More than halve of councils in the West Midlands have rejected NHS England’s targets on delayed transfers of care and are calling on Jeremy Hunt to intervene to prevent them losing up to £150m funding.
The DTOC reduction targets were set in July and must be met this month. Local Government Chronicle previously revealed how more than a third of councils were ordered to achieve reductions of 50 per cent or more or face losing better care fund money.
However, a 15 September letter to the health secretary signed by the leaders of 12 of the region’s 14 top tier councils, said for many councils “including over half in the West Midlands”, the targets are “simply unachievable” in the timescale and the local authorities have instead submitted trajectories to meet the targets over a longer period.
The leaders warned if NHS England follows through on its threat to withhold BCF cash from areas that miss their target, vital services will be pulled that will have a “catastrophic impact on local people, and will hugely increase pressure on the NHS”.
The letter continued: “Every pound that is withheld risks harm to our most vulnerable citizens, and will mean that the delayed discharges target will never be achieved.
“We urge you therefore to provide assurance as a matter of extreme urgency that all local authorities will receive their funding in full.”
The letter also raised concerns acute trusts in the region are regularly not following national guidance when attributing delays to social care, a practice the councils say “artificially inflates the figures and gives an erroneous impression of where the barriers to discharge actually lie”.
The two councils that have not signed the letter are Solihull and Sandwell, run by the Conservatives and Labour respectively.
Staffordshire and Warwickshire are among those that have submitted a revised trajectory for meeting the target.

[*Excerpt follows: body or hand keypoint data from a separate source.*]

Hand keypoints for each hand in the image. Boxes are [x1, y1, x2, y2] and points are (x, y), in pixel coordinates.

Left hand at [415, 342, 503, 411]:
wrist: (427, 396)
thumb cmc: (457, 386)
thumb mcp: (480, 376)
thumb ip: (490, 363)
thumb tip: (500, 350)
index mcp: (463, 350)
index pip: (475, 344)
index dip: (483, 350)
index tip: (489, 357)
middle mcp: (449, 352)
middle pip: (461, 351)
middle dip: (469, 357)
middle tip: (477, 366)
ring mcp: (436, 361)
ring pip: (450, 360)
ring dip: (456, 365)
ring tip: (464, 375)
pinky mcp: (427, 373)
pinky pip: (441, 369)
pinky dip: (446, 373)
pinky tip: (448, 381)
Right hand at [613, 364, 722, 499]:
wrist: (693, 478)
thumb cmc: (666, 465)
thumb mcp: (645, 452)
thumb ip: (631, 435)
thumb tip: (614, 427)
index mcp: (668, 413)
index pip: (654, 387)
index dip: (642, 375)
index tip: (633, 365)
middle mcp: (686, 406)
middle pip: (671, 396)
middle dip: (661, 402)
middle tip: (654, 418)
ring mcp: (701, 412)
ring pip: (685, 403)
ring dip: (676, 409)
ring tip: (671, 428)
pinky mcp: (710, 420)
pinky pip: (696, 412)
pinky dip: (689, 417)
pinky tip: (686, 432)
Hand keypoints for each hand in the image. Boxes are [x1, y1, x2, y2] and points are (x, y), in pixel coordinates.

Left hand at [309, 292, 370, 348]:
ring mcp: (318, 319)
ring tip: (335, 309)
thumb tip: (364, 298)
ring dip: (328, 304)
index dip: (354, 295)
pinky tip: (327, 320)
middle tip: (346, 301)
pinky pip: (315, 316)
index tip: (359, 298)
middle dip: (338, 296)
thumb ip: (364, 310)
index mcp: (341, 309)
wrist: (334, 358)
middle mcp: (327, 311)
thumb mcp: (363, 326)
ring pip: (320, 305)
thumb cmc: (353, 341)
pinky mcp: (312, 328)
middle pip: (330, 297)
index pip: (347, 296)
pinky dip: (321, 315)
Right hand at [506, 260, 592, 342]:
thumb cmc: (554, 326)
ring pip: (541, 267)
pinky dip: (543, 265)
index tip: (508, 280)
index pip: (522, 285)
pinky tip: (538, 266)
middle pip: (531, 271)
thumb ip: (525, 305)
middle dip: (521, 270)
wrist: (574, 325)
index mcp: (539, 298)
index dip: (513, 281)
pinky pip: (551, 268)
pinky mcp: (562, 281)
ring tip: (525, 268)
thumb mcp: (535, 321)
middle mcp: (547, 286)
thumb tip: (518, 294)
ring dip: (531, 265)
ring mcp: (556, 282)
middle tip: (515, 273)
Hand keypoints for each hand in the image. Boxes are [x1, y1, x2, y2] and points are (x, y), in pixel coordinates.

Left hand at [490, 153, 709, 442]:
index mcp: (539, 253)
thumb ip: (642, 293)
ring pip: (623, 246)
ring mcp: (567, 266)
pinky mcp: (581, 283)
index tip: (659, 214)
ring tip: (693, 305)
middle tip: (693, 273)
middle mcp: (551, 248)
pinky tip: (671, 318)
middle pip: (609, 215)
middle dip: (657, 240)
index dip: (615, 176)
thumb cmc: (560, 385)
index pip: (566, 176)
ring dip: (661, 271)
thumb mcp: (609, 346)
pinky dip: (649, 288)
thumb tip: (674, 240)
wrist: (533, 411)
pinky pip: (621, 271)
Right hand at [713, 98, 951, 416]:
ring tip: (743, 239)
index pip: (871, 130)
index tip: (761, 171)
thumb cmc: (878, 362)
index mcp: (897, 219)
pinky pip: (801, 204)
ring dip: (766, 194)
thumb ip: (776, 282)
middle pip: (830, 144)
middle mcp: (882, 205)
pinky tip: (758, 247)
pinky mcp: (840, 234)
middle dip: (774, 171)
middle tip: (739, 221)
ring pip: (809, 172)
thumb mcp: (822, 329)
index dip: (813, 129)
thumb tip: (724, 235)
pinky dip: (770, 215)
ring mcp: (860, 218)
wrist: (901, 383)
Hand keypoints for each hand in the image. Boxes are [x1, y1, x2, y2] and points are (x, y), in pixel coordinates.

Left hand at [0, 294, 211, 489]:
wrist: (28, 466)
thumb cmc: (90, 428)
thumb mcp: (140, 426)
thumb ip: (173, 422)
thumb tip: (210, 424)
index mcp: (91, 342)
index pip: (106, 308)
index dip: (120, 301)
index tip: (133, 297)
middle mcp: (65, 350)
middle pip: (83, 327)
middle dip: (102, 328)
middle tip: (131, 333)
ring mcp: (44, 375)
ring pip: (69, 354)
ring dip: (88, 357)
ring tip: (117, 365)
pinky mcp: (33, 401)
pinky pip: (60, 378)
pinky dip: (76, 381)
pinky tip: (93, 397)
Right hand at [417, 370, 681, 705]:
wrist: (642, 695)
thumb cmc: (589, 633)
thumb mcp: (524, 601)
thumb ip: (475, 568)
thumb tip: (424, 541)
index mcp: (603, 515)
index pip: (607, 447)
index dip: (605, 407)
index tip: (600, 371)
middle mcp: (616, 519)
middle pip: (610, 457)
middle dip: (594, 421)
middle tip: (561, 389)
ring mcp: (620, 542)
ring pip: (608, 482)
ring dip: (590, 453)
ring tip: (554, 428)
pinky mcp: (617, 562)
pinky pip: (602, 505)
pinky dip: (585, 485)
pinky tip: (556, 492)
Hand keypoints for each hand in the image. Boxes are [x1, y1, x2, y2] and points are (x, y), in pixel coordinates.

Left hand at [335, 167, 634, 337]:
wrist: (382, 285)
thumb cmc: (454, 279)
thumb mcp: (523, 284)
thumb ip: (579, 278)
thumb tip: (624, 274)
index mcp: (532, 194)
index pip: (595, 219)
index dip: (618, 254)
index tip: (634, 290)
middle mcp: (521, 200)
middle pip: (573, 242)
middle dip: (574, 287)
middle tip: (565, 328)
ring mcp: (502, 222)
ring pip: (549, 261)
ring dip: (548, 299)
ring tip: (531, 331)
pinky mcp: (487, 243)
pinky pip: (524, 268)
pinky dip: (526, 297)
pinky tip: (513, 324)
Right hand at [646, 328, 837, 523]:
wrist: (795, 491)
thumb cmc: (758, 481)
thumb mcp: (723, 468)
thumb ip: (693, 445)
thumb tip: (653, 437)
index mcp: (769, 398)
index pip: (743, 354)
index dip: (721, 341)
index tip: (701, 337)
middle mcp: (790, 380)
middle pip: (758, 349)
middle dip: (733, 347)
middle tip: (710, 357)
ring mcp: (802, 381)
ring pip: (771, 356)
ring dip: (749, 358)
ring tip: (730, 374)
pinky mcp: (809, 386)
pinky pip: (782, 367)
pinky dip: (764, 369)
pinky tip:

Alan White, Staffordshire deputy leader and cabinet member for heath, care and wellbeing, said the council was planning for a “worst case scenario” of losing £20m of its £30m BCF allocation this year.
He said: “I am left with the choice to submit a plan which is unachievable and then I know the council will get a penalty levied against it, leading to cuts in adult social services, or alternatively submit a plan that is realistic and achievable but know then NHS England will levy a penalty because it doesn’t fit in with their timescale.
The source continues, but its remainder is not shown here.